PHP, Zend Framework and Other Crazy Stuff
Archive for June, 2007
HTML Purifier 2.0.0 – new version of the PHP HTML filter library
Jun 26th
There are a lot of cool people on the PHP Developer Network forums. One of them is Edward Z. Yang.
On June 20th, Edward released HTML Purifier 2.0.0. HTML Purifier is a standards compliant HTML filter written in PHP. It uses a whitelisting approach and outputs standards compliant code, even if originally scrambled into an unintellible mess. It uses functionality in the background based on Tidy’s behaviour (so your preferred DTD is adhered to while filtering).
It’s purpose, in case you’re not familiar with HTML filter libraries, is to filter HTML user input to ensure it only includes whitelisted elements and attributes, and absolutely no XSS. The site contains a page dedicated to tests against the infamous http://ha.ckers.org/xss.html exploits. There’s even a demo page for testing it against your own possible exploits.
For my own part, HTML Purifier is probably the finest HTML filtering library in PHP at the moment. Its design is top notch, it’s a doddle to extend, and the API is intuitive for whitelisting (see the Advanced API). The library’s website has a stock of documentation for users and developers – including some useful tips for improving performance. Go get a copy and give it a whirl.

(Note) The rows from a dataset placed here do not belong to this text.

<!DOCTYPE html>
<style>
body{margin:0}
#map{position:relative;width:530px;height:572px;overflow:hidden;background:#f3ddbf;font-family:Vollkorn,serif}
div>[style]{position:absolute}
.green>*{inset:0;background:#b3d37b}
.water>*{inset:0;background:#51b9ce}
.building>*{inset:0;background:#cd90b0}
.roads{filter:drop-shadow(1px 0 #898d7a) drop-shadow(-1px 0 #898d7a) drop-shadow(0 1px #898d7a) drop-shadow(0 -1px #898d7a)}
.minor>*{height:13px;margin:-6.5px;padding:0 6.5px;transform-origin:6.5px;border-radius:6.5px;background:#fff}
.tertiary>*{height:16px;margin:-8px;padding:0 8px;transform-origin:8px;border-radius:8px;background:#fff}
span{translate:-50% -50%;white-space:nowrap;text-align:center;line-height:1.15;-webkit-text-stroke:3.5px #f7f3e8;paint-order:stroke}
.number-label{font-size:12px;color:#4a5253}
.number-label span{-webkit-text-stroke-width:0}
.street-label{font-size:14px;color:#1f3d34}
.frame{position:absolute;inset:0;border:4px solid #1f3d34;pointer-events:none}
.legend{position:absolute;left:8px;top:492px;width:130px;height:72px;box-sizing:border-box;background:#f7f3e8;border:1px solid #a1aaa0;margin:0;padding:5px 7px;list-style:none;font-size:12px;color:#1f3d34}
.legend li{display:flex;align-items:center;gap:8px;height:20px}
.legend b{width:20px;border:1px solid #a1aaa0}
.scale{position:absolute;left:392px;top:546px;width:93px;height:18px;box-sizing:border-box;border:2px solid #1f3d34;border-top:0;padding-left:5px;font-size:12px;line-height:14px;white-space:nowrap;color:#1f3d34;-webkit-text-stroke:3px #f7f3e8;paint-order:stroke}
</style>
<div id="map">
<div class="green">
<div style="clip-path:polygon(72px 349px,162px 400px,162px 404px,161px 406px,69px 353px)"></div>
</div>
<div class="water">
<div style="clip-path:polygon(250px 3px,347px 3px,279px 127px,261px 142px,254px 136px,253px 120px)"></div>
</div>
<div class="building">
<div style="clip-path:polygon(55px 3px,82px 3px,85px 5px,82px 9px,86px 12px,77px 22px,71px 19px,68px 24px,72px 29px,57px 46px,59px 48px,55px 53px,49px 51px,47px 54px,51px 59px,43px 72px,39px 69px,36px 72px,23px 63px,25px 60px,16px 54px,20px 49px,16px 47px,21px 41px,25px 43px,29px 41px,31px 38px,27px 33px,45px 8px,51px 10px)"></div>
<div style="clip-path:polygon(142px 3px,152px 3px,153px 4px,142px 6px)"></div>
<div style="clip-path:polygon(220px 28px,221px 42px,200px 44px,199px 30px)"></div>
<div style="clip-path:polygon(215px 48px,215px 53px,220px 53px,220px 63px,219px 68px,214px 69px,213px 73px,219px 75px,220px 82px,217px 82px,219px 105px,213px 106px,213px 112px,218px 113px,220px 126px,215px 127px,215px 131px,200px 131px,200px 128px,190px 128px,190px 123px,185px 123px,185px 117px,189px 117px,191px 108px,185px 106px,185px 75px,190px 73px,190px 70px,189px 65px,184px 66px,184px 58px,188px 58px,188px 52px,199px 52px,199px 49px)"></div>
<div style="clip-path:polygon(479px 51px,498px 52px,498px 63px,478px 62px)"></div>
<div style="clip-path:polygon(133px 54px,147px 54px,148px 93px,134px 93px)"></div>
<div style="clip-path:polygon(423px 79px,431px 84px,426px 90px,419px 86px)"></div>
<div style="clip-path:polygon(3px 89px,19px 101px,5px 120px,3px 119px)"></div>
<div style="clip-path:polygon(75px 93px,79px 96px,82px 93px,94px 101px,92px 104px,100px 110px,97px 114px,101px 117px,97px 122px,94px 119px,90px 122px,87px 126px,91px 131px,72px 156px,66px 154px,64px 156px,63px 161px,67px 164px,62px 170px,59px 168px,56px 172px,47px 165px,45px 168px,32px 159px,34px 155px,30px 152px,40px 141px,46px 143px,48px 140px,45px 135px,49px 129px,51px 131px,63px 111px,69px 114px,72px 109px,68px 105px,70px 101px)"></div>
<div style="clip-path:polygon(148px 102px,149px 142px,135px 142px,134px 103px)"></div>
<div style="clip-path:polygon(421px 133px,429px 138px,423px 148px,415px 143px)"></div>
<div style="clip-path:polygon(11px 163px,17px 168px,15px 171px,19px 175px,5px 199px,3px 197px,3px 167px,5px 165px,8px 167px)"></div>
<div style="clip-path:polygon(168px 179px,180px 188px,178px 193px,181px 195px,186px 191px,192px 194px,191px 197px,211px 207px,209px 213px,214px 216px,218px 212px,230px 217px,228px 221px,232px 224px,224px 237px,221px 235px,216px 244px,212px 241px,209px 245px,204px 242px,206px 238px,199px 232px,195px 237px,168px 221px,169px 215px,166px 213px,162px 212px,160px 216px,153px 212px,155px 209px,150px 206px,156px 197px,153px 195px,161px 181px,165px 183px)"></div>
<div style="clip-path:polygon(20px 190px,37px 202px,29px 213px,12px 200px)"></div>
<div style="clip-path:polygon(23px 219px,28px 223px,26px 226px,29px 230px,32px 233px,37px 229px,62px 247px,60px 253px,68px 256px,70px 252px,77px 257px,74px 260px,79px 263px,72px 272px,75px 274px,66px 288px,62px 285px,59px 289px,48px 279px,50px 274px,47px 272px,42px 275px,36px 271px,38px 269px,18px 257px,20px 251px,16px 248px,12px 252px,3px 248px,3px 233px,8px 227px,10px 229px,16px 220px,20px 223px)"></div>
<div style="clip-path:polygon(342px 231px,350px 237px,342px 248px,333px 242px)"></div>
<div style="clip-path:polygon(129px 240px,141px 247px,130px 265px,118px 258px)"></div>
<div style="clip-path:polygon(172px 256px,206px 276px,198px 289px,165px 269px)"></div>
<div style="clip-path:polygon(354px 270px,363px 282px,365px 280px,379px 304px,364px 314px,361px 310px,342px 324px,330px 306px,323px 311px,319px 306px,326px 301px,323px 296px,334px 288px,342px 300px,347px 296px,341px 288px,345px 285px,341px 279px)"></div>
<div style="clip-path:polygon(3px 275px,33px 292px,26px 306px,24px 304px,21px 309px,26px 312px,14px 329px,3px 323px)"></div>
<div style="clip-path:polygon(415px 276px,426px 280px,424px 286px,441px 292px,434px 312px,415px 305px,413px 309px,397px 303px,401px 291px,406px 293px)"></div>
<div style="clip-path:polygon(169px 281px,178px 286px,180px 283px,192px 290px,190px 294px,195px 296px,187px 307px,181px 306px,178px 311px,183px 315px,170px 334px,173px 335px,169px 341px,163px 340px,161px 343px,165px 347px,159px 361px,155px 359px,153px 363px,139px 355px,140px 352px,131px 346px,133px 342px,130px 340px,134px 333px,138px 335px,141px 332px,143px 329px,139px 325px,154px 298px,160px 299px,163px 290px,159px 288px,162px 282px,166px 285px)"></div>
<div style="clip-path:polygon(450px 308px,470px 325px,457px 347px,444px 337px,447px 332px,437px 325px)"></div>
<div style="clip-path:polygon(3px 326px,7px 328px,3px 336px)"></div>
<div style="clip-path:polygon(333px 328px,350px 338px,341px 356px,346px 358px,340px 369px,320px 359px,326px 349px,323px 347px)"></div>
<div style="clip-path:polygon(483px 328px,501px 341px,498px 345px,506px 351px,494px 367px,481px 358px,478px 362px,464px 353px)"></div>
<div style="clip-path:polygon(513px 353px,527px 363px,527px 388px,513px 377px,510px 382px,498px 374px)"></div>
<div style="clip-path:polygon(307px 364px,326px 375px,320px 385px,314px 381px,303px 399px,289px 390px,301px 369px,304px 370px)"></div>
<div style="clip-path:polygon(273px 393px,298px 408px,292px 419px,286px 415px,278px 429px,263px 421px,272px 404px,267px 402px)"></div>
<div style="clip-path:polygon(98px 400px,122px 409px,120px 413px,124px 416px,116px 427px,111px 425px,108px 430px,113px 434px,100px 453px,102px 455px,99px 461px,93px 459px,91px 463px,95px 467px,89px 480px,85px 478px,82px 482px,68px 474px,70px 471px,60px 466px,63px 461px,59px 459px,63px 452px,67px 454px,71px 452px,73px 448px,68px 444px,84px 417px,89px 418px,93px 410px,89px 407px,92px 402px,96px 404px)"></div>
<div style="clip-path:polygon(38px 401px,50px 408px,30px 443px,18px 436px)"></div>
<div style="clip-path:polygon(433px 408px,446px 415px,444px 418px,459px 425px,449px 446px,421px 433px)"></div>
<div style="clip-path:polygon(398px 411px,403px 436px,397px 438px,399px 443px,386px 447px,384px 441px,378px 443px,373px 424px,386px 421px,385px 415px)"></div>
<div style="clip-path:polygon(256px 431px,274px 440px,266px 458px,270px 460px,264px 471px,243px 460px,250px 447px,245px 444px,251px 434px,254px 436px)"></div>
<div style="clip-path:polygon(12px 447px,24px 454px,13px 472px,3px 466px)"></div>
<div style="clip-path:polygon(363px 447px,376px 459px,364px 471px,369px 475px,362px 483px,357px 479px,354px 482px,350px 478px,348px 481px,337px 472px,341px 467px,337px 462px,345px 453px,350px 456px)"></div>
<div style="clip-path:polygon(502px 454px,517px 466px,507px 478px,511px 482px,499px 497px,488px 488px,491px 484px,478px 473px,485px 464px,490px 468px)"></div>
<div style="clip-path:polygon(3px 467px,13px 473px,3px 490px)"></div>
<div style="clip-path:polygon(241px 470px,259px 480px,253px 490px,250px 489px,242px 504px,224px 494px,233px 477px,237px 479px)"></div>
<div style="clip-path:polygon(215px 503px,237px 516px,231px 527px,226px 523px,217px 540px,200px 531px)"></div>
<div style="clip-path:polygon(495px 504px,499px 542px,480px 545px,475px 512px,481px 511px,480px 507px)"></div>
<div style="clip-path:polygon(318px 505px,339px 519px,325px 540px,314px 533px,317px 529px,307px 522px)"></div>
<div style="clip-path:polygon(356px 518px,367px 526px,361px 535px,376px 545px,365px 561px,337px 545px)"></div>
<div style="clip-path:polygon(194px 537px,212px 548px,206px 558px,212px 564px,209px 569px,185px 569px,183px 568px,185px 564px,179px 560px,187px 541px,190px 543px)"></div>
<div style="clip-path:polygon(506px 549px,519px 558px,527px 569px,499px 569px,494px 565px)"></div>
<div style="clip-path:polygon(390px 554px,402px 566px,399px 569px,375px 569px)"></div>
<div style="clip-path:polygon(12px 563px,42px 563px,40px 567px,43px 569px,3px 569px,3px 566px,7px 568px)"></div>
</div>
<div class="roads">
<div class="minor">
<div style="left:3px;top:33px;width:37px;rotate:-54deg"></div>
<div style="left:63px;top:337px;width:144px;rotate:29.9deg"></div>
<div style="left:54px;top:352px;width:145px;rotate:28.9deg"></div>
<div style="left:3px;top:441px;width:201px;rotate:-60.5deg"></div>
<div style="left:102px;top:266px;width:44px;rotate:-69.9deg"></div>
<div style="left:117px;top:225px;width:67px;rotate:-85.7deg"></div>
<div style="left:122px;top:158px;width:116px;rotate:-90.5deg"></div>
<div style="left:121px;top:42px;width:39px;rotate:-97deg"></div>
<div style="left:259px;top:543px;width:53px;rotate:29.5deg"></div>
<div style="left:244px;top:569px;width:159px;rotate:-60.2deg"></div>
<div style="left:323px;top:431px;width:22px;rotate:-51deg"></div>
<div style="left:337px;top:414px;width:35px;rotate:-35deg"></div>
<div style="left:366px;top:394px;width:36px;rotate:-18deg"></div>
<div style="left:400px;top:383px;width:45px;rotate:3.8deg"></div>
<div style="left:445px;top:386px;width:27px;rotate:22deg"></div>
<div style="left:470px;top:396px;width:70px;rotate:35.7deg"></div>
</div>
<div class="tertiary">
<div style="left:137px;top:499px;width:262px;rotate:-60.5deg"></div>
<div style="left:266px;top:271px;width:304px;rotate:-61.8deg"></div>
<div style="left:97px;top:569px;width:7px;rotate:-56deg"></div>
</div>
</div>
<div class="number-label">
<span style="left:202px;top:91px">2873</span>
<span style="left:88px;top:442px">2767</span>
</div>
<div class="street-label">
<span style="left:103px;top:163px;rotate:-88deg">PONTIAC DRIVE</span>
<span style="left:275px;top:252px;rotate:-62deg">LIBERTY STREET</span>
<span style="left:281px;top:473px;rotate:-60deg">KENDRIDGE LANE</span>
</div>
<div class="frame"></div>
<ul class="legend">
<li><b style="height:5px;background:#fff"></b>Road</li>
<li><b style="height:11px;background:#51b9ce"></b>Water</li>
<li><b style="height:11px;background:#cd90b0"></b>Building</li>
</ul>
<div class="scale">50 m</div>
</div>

Refactoring an OpenID Library
Jun 25th
Since I have a three track mind (but only one dedicated to PHP), I’m stuck with another OpenID post. Over the weekend, I managed to grab a few hours to dig around my OpenID library with the ultimate development tools: patience and experimentation. There are also a few integration tests as a safety net though
. So I will be sending a copy around to a few people including Dmitry who has posted a Zend Framework proposal for OpenID on the wiki (which is currently down, as usual, so I haven’t managed to add a comment on it yet – should be more stable in the near future I hear).
The refactored library changed a few aspects of the original code I wrote last Autumn. The original placed a lot of responsibilities in the Consumer class which meant it was very difficult to actually change things without knock on effects elsewhere. What I’ve refactored towards is a splitting of the OpenID process based on three categories: Request, Redirect, Response. The OpenID Specification is all about communication, and this type of splitting seems to have worked out very well. The other change was to centralise all values which are effectively constants to the top-level OpenID class. This class also manages the current version via a static public method – OpenID::setVersion().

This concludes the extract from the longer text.